Exercise instructions -
Look through the records, and whenever a line includes the word "Cheongnahaneul", copy it.

Stored items -

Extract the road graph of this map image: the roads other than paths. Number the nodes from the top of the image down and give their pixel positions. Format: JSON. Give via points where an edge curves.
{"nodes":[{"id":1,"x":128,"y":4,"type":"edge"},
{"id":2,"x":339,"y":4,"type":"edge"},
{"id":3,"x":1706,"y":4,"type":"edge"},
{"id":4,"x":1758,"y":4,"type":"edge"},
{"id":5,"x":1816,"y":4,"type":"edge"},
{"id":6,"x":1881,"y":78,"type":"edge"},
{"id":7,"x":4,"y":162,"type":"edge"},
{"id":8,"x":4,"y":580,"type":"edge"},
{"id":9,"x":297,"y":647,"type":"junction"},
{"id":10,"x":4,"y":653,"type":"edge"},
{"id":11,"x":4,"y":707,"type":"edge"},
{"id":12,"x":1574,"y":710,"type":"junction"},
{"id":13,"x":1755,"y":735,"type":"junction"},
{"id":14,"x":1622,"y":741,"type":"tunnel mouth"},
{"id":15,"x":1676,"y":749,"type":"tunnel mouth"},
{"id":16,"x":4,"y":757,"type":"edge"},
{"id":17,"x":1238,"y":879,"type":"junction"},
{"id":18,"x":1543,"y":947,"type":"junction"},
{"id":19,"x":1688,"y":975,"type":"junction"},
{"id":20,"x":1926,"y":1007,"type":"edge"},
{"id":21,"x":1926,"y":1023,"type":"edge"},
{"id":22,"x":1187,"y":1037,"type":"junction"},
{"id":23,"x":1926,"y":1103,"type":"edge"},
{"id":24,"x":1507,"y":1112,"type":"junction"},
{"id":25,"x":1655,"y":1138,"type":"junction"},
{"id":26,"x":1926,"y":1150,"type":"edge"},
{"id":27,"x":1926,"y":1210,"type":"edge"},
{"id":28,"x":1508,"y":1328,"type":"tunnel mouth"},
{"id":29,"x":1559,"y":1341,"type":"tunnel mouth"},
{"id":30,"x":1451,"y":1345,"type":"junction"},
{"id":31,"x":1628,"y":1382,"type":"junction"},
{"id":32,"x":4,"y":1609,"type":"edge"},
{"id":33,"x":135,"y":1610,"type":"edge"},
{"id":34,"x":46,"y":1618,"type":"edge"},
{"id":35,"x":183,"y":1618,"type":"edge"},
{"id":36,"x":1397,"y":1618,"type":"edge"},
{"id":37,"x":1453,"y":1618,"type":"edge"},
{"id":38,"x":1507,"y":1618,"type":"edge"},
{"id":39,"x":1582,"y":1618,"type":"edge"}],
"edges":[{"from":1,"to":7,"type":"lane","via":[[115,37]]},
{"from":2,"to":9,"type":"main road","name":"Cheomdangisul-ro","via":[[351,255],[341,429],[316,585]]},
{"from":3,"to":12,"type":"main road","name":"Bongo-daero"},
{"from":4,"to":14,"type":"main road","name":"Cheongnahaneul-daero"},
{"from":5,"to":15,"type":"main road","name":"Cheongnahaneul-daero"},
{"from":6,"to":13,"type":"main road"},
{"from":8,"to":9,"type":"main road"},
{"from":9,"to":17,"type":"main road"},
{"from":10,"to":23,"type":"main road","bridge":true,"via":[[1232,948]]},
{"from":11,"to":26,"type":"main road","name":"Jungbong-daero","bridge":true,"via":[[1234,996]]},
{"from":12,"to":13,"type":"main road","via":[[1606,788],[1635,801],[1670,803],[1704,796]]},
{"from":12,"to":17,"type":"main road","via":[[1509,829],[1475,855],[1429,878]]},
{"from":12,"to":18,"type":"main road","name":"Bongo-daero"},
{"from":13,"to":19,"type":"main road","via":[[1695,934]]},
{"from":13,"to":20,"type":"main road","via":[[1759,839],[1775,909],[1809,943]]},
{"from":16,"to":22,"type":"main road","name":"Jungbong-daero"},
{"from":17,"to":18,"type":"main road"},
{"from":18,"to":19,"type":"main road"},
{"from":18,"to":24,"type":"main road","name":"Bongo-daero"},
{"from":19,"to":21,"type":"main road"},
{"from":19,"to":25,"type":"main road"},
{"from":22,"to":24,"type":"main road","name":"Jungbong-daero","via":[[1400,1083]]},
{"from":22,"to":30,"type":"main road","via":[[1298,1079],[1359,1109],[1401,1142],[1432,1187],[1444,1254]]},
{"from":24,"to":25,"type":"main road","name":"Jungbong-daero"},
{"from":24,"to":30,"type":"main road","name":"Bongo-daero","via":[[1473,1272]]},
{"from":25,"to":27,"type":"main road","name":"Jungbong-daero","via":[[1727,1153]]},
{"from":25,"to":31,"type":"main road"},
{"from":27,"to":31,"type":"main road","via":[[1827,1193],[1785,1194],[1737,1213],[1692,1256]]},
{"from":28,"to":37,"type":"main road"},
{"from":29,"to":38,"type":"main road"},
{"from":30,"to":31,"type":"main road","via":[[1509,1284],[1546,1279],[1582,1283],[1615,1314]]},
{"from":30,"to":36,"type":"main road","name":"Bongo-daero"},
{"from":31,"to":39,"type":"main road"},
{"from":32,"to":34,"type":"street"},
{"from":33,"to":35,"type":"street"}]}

Response to this task -
{"from":4,"to":14,"type":"main road","name":"Cheongnahaneul-daero"},
{"from":5,"to":15,"type":"main road","name":"Cheongnahaneul-daero"},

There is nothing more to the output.